§ **Stored data entries**:
════

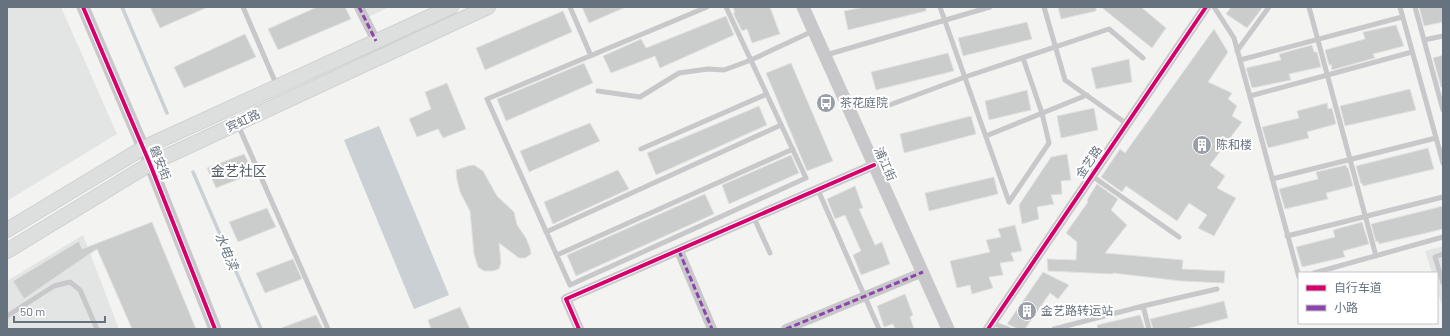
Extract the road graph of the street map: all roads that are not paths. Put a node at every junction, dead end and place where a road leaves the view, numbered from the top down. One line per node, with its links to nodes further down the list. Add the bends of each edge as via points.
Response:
1 (83, 7): 50 (street, 磐安街)
2 (243, 7): 37 (lane)
3 (359, 7): 25 (street)
4 (451, 7): 25 (main road, 宾虹路)
5 (488, 7): 45 (main road, 宾虹路)
6 (570, 7): 30 (lane)
7 (708, 7): 30 (lane)
8 (726, 7): 33 (lane)
9 (803, 7): 21 (street, 浦江街)
10 (940, 7): 20 (lane)
11 (990, 7): 20 (lane)
12 (1044, 7): 26 (lane)
13 (1206, 7): 46 (street, 金艺路)
14 (1214, 7): 27 (lane, via 1234,38)
15 (1269, 7): 27 (lane)
16 (1309, 7): 23 (lane)
17 (1400, 7): 19 (lane)
18 (1415, 7): 24 (lane)
19 (1402, 17): 23 (lane); 28 (lane)
20 (944, 20): 29 (lane); 36 (lane)
21 (814, 30): 29 (street, 浦江街); 33 (lane)
22 (1443, 36): 24 (lane)
23 (1318, 40): 34 (lane); 35 (lane)
24 (1424, 40): 43 (lane)
25 (376, 42): 37 (main road, 宾虹路)
26 (1056, 47): 31 (lane); 32 (lane, via 1109,29); 40 (lane, via 1065,80)
27 (1237, 51): 34 (lane)
28 (1412, 52): 35 (lane); 49 (lane)
29 (825, 55): 56 (street, 浦江街)
30 (592, 56): 64 (lane, via 487,99)
31 (1023, 58): 36 (lane); 44 (lane)
32 (1143, 58)
33 (751, 60): 38 (lane, via 724,70 708,68 679,72 640,97); 39 (lane)
34 (1240, 60): 41 (lane)
35 (1328, 75): 41 (lane); 53 (lane)
36 (965, 77): 42 (lane); 48 (lane)
37 (277, 87): 50 (main road, 宾虹路)
38 (598, 91)
39 (767, 94): 47 (lane); 51 (lane)
40 (1087, 95): 44 (lane); 46 (lane)
41 (1250, 96): 58 (lane)
42 (884, 107)
43 (1443, 110)
44 (1042, 113): 48 (lane); 48 (lane, via 1049,143 1009,202)
45 (237, 124): 55 (main road, 宾虹路); 85 (lane)
46 (1127, 124): 57 (street, 金艺路)
47 (781, 125): 52 (lane); 64 (lane)
48 (986, 136)
49 (1436, 138): 53 (lane); 54 (lane)
50 (143, 148): 55 (street, 磐安街); 63 (main road, 宾虹路)
51 (641, 149)
52 (793, 149): 72 (lane); 72 (lane, via 806,178 570,285)
53 (1350, 159): 58 (lane); 61 (lane)
54 (1443, 163)
55 (150, 164): 68 (main road, 宾虹路); 84 (street, 磐安街)
56 (874, 165): 59 (street); 74 (street, 浦江街)
57 (1092, 176): 66 (lane); 82 (street, 金艺路)
58 (1272, 179): 65 (lane)
59 (818, 190): 62 (street); 79 (lane)
60 (1443, 197): 61 (lane)
61 (1366, 216): 65 (lane); 73 (lane)
62 (754, 218): 69 (street); 70 (lane)
63 (7, 230)
64 (546, 232): 72 (lane)
65 (1288, 236): 76 (lane)
66 (1179, 237)
67 (1443, 237): 73 (lane)
68 (7, 251)
69 (678, 251): 86 (street, via 566,300); 87 (street)
70 (770, 252)
71 (1443, 254): 77 (lane, via 1435,257)
72 (557, 255)
73 (1376, 256): 75 (lane)
74 (923, 272): 79 (street); 90 (street, 浦江街)
75 (1318, 272)
76 (1298, 273)
77 (1443, 283)
78 (1216, 289): 80 (lane)
79 (865, 296): 88 (street); 89 (lane)
80 (1143, 306): 92 (lane); 93 (lane)
81 (8, 313): 83 (lane, via 54,286 70,282 80,290)
82 (990, 326): 91 (lane)
83 (96, 329)
84 (215, 329)
85 (328, 329)
86 (578, 329)
87 (712, 329)
88 (786, 329)
89 (879, 329)
90 (948, 329)
91 (1008, 329)
92 (1054, 329)
93 (1149, 329)

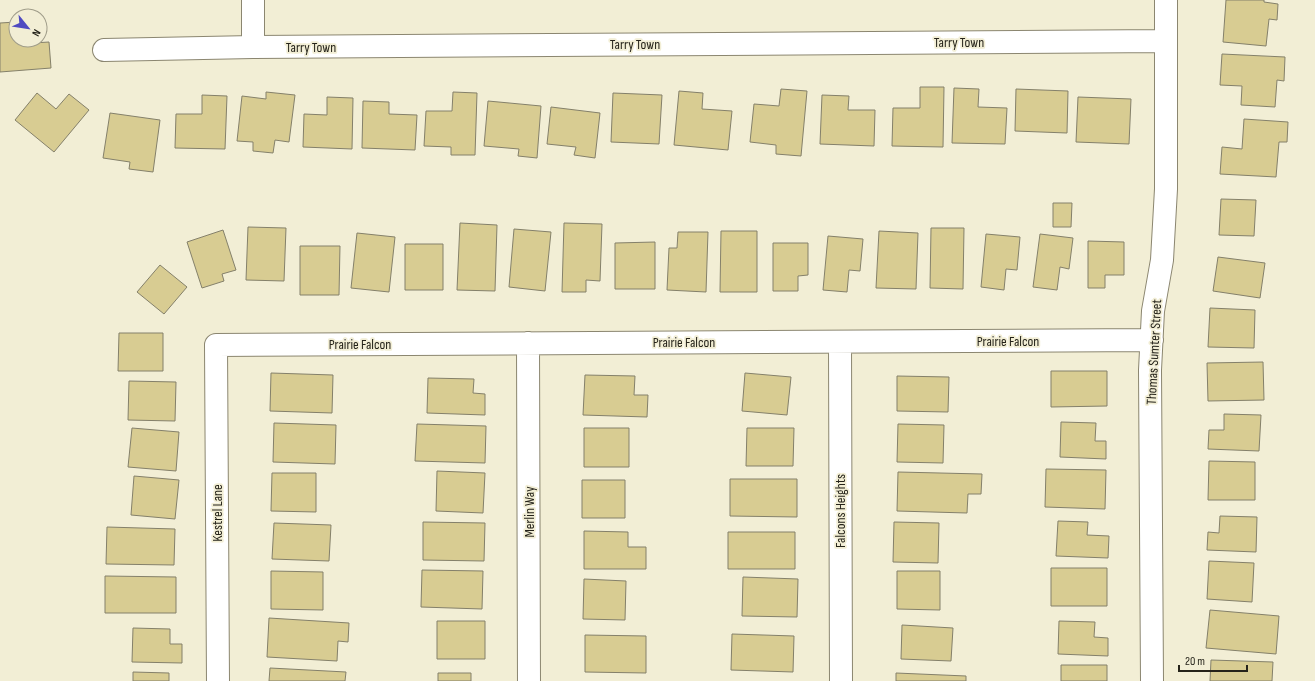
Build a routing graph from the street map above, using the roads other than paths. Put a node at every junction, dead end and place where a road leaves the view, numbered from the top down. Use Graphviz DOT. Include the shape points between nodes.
graph roads {
  1 [pos="253,0"];
  2 [pos="1166,0"];
  3 [pos="1166,41"];
  4 [pos="253,47"];
  5 [pos="104,50"];
  6 [pos="1152,340"];
  7 [pos="840,342"];
  8 [pos="528,343"];
  9 [pos="216,345"];
  10 [pos="218,681"];
  11 [pos="529,681"];
  12 [pos="841,681"];
  13 [pos="1152,681"];
  1 -- 4 [label="street"];
  2 -- 3 [label="street, Thomas Sumter Street"];
  3 -- 4 [label="street, Tarry Town"];
  3 -- 6 [label="street, Thomas Sumter Street" via="1166,188 1162,260 1153,311"];
  4 -- 5 [label="street, Tarry Town"];
  6 -- 7 [label="street, Prairie Falcon"];
  6 -- 13 [label="street, Thomas Sumter Street"];
  7 -- 8 [label="street, Prairie Falcon"];
  7 -- 12 [label="street, Falcons Heights"];
  8 -- 9 [label="street, Prairie Falcon"];
  8 -- 11 [label="street, Merlin Way"];
  9 -- 10 [label="street, Kestrel Lane"];
}
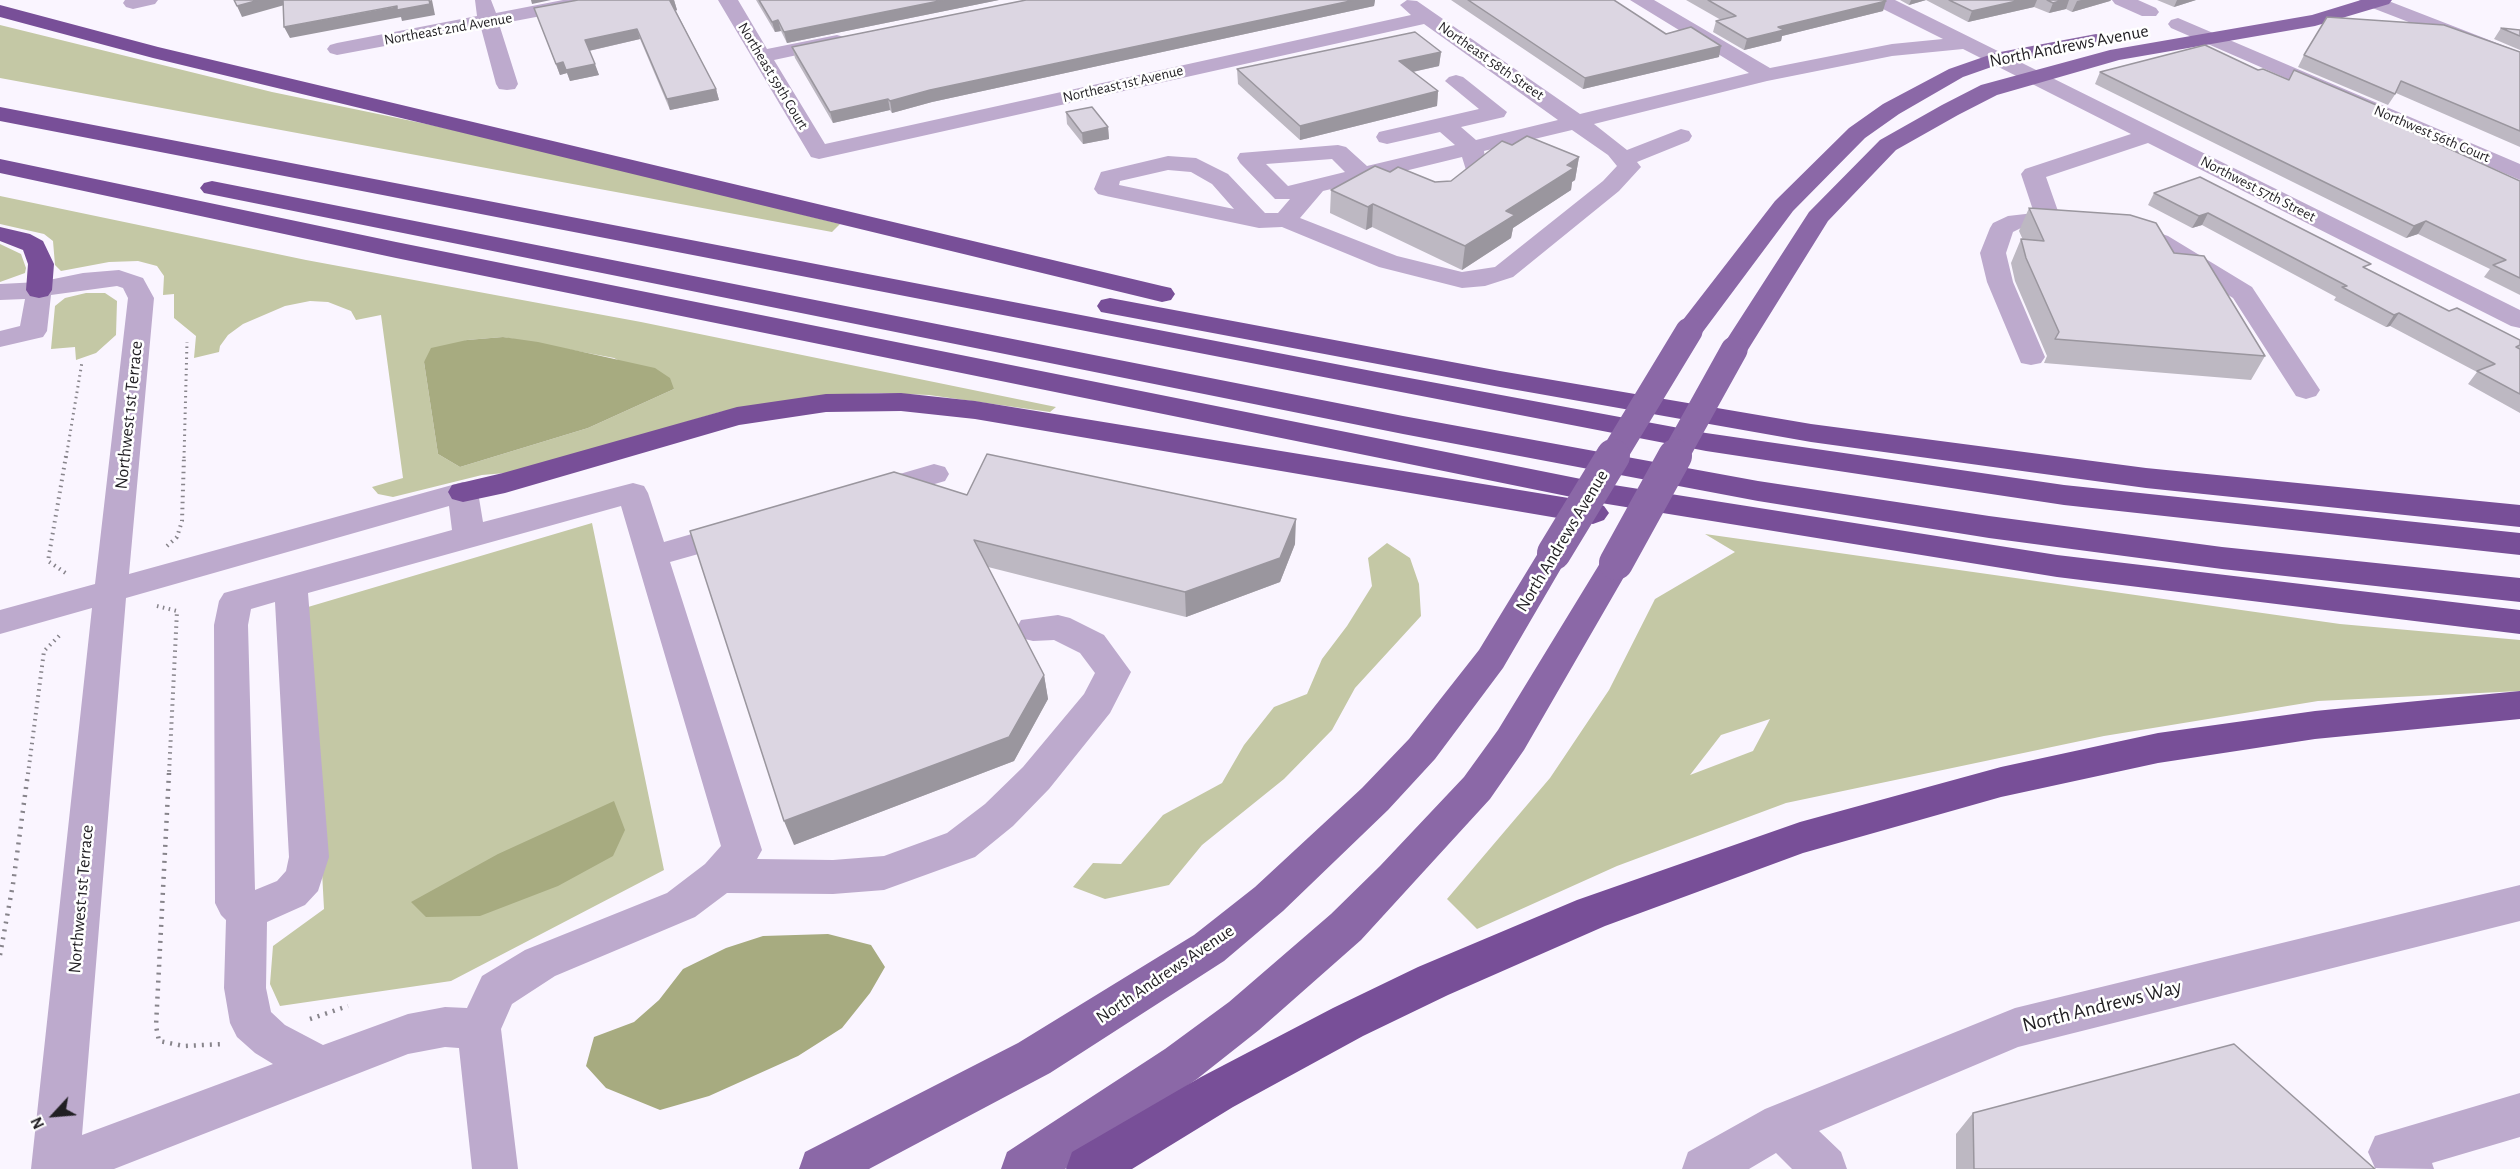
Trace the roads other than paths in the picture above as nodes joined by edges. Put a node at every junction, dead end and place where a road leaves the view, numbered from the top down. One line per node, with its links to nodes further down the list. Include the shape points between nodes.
1 (482, 0): 14 (street)
2 (594, 0): 14 (street, Northeast 2nd Avenue)
3 (728, 0): 21 (street, Northeast 59th Court)
4 (1404, 0): 12 (street, Northeast 58th Street)
5 (1640, 0): 24 (street)
6 (1880, 0): 19 (street, Northwest 57th Street)
7 (2122, 0): 11 (street)
8 (2316, 0): 15 (main road, North Andrews Avenue, via 2283,10)
9 (2375, 1): 18 (main road, North Andrews Avenue, via 2315,21); 23 (street)
10 (0, 11): 16 (highway)
11 (2149, 12)
12 (1427, 17): 30 (street, Northeast 58th Street); 37 (street, Northeast 1st Avenue)
13 (0, 19): 16 (highway)
14 (489, 22): 20 (street, Northeast 2nd Avenue); 27 (street)
15 (2178, 24): 18 (street, Northwest 56th Court); 22 (main road, North Andrews Avenue)
16 (78, 34): 56 (highway, via 1158,293 1444,353)
17 (851, 38): 21 (street)
18 (2209, 38): 25 (main road, North Andrews Avenue, via 2117,54); 41 (street, Northwest 56th Court)
19 (1965, 43): 22 (street, Northwest 57th Street); 24 (street, North Andrews Avenue, via 1892,50)
20 (337, 49)
21 (761, 56): 37 (street, Northeast 59th Court)
22 (1995, 59): 25 (street, Northwest 57th Street); 82 (main road, North Andrews Avenue, bridge, via 1956,73 1891,109 1857,133 1784,206 1689,331 1491,659 1422,749 1375,799 1269,899 1209,948 1116,1009 972,1092)
23 (2520, 59)
24 (1767, 75): 30 (street, North Andrews Avenue)
25 (2034, 77): 32 (street, Northwest 57th Street); 83 (main road, North Andrews Avenue, bridge, via 1989,90 1888,145 1818,217 1734,350 1616,563 1511,740 1477,788 1394,879 1244,1017)
26 (1456, 81): 31 (street, via 1496,112)
27 (507, 84)
28 (0, 94): 56 (highway)
29 (0, 114): 63 (highway, via 1706,442 2064,495)
30 (1578, 123): 36 (street, North Andrews Avenue); 38 (street, Northeast 58th Street)
31 (1444, 124): 34 (street); 36 (street)
32 (2150, 135): 46 (street, via 2033,174); 52 (street, Northwest 57th Street)
33 (1681, 136): 38 (street)
34 (1387, 137)
35 (0, 145): 67 (highway, via 1644,471 2105,543)
36 (1472, 148): 40 (street, North Andrews Avenue); 44 (street, via 1475,170)
37 (819, 152)
38 (1624, 159): 45 (street, via 1629,167 1611,186 1504,272 1485,278 1462,280 1388,262)
39 (0, 166): 65 (highway, via 396,250 1601,493)
40 (1367, 173): 42 (street, North Andrews Avenue); 42 (street, North Andrews Avenue, via 1338,152 1248,158 1283,194); 43 (street)
41 (2520, 173)
42 (1326, 183): 45 (street)
43 (1407, 184)
44 (1456, 184)
45 (1285, 220): 47 (street)
46 (2049, 220): 54 (street, via 2017,221 2002,228 1993,253 2000,282); 55 (street, via 2129,230 2159,241 2243,293)
47 (1259, 221): 47 (street, via 1106,189 1109,177 1167,163 1196,165 1220,179)
48 (0, 234): 49 (highway, via 21,238 34,246 40,264)
49 (39, 290): 50 (street, Northwest 1st Terrace); 51 (street, Northwest 1st Terrace); 53 (street, via 33,331); 68 (street, Northwest 1st Terrace, via 109,278 128,280 141,293)
50 (0, 292)
51 (0, 308)
52 (2520, 320)
53 (0, 339)
54 (2031, 357)
55 (2306, 390)
56 (1672, 411): 60 (highway, via 2079,470)
57 (934, 474): 59 (street)
58 (463, 492): 62 (street); 65 (highway, via 737,416 826,403 901,402 992,413 1795,547); 68 (street)
59 (844, 501)
60 (2520, 516)
61 (765, 524): 64 (street)
62 (469, 536): 64 (street, via 633,493); 66 (street)
63 (2520, 544)
64 (652, 556): 73 (street, via 742,850)
65 (2056, 566): 70 (highway)
66 (291, 586): 75 (street, via 309,857 304,879 291,893); 75 (street, via 236,601 231,625 235,903)
67 (2520, 590)
68 (129, 597): 69 (street); 80 (street, Northwest 1st Terrace)
69 (0, 621)
70 (2520, 622)
71 (1033, 628): 73 (street, via 1058,627 1092,644 1113,672 1090,710 1036,778 999,815 961,845 884,873 833,877)
72 (2520, 705): 84 (highway, via 2315,725 2158,748 2001,782 1800,838 1591,913 1433,981 1217,1092)
73 (719, 876): 76 (street, via 681,906 531,968 497,990)
74 (2520, 903): 79 (street, North Andrews Way, via 2015,1028)
75 (247, 912): 77 (street, via 245,988 252,1023 270,1039)
76 (479, 1029): 77 (street, Northwest 1st Terrace, via 445,1027 408,1034); 81 (street)
77 (319, 1067): 80 (street, Northwest 1st Terrace)
78 (2520, 1115): 87 (street, via 2391,1152)
79 (1781, 1125): 85 (street, North Andrews Way); 86 (street)
80 (55, 1168)
81 (495, 1169)
82 (822, 1169)
83 (1024, 1169)
84 (1089, 1169)
85 (1705, 1169)
86 (1824, 1169)
87 (2410, 1169)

════

§ **Exercise goal**: Look over the entries above. Copy every line that contains the word "Prairie".

§ **Result below**:
  6 -- 7 [label="street, Prairie Falcon"];
  7 -- 8 [label="street, Prairie Falcon"];
  8 -- 9 [label="street, Prairie Falcon"];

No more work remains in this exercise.